Cubans seeking visas to enter the US may be
able to apply through embassies in nearby countries, officials said. The US
will also stop sending official delegations to Cuba, though diplomatic
discussions will continue in Washington.
The moves deliver a significant setback to the
delicate reconciliation between the US and Cuba, two countries that endured a
half-century estrangement despite their locations only 90 miles apart. In 2015,
Barack Obama and Cuba’s president Raul Castro restored diplomatic ties.
Embassies re-opened, and travel and commerce restrictions were eased. Trump has
reversed some changes, but has broadly left the rapprochement in place.
The Trump administration has pointedly not blamed Cuba for
perpetrating the attacks. Officials involved in the deliberations said the
administration had weighed the best way to minimize potential risk for
Americans in Havana without unnecessarily harming relations between the
countries. Rather than describe it as punitive, the administration will
emphasize Cuba’s responsibility to keep diplomats on its soil safe.
To
investigators’ dismay, the symptoms in the attacks vary widely from person to
person. In addition to hearing loss and concussions, some experienced nausea,
headaches and ear-ringing, and the AP has reported some now suffer from
problems with concentration and common word recall.
Though
officials initially suspected some futuristic “sonic attack,” the picture has
grown muddier. The FBI and other agencies that searched homes and hotels where
incidents occurred found no devices. And clues about the circumstances of the
incidents seem to make any explanation scientifically implausible.

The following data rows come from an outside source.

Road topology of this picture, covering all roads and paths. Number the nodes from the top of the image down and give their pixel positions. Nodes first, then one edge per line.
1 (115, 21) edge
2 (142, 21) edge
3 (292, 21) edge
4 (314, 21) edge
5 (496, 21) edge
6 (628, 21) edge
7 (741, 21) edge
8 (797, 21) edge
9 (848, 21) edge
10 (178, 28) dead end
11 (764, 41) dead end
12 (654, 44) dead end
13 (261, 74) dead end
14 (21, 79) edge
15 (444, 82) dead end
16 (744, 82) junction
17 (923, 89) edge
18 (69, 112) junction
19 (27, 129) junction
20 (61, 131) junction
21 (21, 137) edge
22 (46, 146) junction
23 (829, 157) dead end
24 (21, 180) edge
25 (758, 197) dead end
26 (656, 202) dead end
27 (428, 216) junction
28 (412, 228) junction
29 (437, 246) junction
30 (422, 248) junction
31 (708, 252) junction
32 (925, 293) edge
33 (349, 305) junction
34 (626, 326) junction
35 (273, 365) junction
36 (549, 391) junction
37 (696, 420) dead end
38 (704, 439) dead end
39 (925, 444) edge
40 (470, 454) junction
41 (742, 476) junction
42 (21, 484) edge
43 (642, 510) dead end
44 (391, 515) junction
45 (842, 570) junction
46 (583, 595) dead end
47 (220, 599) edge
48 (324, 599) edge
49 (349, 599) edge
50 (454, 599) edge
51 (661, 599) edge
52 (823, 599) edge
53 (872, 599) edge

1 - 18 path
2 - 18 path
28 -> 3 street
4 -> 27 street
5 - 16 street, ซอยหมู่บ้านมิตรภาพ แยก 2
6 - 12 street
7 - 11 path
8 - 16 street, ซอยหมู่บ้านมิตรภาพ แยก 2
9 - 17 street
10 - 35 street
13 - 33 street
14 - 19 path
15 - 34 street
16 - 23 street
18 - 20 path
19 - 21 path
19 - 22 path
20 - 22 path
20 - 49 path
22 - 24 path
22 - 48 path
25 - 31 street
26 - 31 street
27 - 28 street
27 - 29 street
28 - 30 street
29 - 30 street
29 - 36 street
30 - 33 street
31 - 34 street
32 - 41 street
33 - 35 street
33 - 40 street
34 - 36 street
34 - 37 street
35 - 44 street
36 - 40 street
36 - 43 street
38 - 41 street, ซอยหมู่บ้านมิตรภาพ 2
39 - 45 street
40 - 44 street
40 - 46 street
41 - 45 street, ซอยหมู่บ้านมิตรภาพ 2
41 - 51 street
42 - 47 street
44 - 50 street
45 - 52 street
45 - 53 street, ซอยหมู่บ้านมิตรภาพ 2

Some US diplomats reported hearing various loud noises or feeling vibrations when the incidents occurred, but others heard and felt nothing yet reported symptoms
later. In some cases, the effects were narrowly confined, with victims able to
walk “in” and “out” of blaring noises audible in only certain rooms or parts of
rooms, the AP has reported.
Though
the incidents stopped for a time, they recurred as recently as late August. The
US has said the tally of Americans affected could grow.
Already,
staffing at the embassy in Havana was at lower-than-usual levels due to recent
hurricanes that have whipped through Cuba. In early September, the state
department issued an “authorized departure,” allowing embassy employees and
relatives who wanted to leave voluntarily to depart ahead of Hurricane Irma.
Though Cuba implored the United States not to
react hastily, it appeared that last-minute lobbying by Castro’s diplomats was
unsuccessful. The days leading up to the decision involved a frantic bout of
diplomacy that brought about the highest-level diplomatic contacts between the
countries since the start of Trump’s administration in January. Last week,
the Cuban official who has been the public face of the diplomatic opening with
the US, Josefina Vidal, came to the state department for a meeting with
American officials in which the US pressed its concerns.
As concerns grew about a possible
embassy shut-down, Cuba requested an urgent meeting Tuesday between Rodriguez and
Tillerson in which the Cuban again insisted his government had nothing to do
with the incidents. Rodriguez added that his government also would never let
another country hostile to the US. use Cuban territory to attack Americans.
Citing its own investigation,
Cuba’s embassy said after the meeting: “There is no evidence so far of the cause or the origin of the health disorders reported by the US diplomats.”